#### Stored items:

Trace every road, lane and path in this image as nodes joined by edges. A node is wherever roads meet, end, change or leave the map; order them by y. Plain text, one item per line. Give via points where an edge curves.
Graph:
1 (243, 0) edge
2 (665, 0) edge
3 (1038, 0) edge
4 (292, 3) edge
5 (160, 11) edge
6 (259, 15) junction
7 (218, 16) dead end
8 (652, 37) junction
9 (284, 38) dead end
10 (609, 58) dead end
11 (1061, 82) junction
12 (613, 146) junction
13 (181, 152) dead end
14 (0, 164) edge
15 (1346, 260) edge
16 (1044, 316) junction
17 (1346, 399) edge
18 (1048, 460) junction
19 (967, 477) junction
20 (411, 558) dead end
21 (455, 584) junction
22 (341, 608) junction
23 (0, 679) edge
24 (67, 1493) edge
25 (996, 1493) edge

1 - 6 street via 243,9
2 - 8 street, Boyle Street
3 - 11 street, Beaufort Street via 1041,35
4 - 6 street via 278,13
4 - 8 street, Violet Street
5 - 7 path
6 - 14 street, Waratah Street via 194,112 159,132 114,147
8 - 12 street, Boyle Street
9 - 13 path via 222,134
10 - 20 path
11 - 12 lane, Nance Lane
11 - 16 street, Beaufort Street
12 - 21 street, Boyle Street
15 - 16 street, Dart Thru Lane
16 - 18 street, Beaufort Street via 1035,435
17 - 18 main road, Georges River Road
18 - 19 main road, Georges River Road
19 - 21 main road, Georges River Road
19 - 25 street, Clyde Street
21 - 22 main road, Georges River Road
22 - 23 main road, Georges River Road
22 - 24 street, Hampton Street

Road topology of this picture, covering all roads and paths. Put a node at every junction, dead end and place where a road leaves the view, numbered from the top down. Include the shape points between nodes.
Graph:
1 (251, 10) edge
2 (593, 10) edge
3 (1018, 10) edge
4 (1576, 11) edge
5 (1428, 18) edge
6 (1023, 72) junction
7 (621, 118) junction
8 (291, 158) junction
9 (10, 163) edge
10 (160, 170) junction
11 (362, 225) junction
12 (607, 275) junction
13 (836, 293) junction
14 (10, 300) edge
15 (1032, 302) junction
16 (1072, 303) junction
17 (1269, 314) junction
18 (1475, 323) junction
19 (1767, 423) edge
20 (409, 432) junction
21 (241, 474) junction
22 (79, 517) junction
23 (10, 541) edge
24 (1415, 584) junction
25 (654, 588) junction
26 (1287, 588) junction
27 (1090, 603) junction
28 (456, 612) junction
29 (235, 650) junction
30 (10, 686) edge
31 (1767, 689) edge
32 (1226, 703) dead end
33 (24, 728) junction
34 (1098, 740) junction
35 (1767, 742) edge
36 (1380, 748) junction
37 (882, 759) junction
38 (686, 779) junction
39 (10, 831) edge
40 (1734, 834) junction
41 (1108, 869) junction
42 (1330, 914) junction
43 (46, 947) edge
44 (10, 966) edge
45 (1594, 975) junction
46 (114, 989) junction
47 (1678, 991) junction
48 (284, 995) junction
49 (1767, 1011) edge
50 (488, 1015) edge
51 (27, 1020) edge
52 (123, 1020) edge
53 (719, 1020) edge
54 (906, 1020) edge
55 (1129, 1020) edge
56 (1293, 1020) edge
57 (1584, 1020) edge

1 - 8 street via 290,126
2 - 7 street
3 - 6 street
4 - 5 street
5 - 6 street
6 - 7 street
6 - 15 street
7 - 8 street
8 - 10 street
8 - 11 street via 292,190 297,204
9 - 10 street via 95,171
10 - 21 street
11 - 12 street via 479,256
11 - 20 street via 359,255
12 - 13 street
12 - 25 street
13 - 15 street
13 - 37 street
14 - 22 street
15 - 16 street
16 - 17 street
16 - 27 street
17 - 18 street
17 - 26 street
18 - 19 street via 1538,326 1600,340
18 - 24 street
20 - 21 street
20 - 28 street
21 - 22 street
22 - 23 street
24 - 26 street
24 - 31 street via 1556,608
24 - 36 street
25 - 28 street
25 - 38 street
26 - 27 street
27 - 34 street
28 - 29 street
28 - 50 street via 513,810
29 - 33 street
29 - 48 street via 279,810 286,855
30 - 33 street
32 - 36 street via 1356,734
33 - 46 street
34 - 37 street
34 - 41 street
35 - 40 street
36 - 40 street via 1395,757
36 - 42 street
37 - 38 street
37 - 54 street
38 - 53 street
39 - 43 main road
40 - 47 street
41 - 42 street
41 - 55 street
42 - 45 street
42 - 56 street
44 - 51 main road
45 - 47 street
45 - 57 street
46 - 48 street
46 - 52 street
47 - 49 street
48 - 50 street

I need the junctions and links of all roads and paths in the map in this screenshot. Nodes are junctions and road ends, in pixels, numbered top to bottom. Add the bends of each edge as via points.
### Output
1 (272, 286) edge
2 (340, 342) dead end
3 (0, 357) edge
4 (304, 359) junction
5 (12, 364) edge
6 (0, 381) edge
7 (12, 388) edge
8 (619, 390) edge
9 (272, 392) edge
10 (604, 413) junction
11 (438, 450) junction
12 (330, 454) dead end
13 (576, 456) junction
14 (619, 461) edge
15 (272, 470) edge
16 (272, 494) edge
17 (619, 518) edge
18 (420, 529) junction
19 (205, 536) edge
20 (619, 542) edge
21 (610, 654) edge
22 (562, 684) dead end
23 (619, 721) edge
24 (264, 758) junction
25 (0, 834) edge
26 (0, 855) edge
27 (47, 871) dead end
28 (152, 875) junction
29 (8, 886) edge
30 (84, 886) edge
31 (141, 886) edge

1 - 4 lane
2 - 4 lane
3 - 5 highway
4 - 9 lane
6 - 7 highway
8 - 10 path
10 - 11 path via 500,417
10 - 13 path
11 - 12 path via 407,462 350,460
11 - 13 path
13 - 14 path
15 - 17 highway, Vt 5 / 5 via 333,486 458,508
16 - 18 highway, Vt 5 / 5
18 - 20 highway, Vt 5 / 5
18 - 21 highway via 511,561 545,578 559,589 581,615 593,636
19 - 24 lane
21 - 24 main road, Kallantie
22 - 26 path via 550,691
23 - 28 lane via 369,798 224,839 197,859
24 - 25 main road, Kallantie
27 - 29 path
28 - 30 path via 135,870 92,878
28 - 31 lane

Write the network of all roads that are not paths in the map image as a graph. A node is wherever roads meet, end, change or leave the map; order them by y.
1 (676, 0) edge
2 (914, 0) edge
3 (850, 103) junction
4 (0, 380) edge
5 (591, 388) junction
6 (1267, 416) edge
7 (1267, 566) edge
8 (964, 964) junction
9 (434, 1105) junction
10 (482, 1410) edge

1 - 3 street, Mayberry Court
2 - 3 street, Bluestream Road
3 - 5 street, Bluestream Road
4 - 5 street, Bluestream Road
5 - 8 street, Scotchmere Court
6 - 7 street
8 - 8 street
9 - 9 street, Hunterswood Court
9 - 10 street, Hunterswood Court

#### What is expected:
Where in the records above does the word "meet" appear? Copy each line that holds it.

#### Answer space:
Trace every road, lane and path in this image as nodes joined by edges. A node is wherever roads meet, end, change or leave the map; order them by y. Plain text, one item per line. Give via points where an edge curves.
Write the network of all roads that are not paths in the map image as a graph. A node is wherever roads meet, end, change or leave the map; order them by y.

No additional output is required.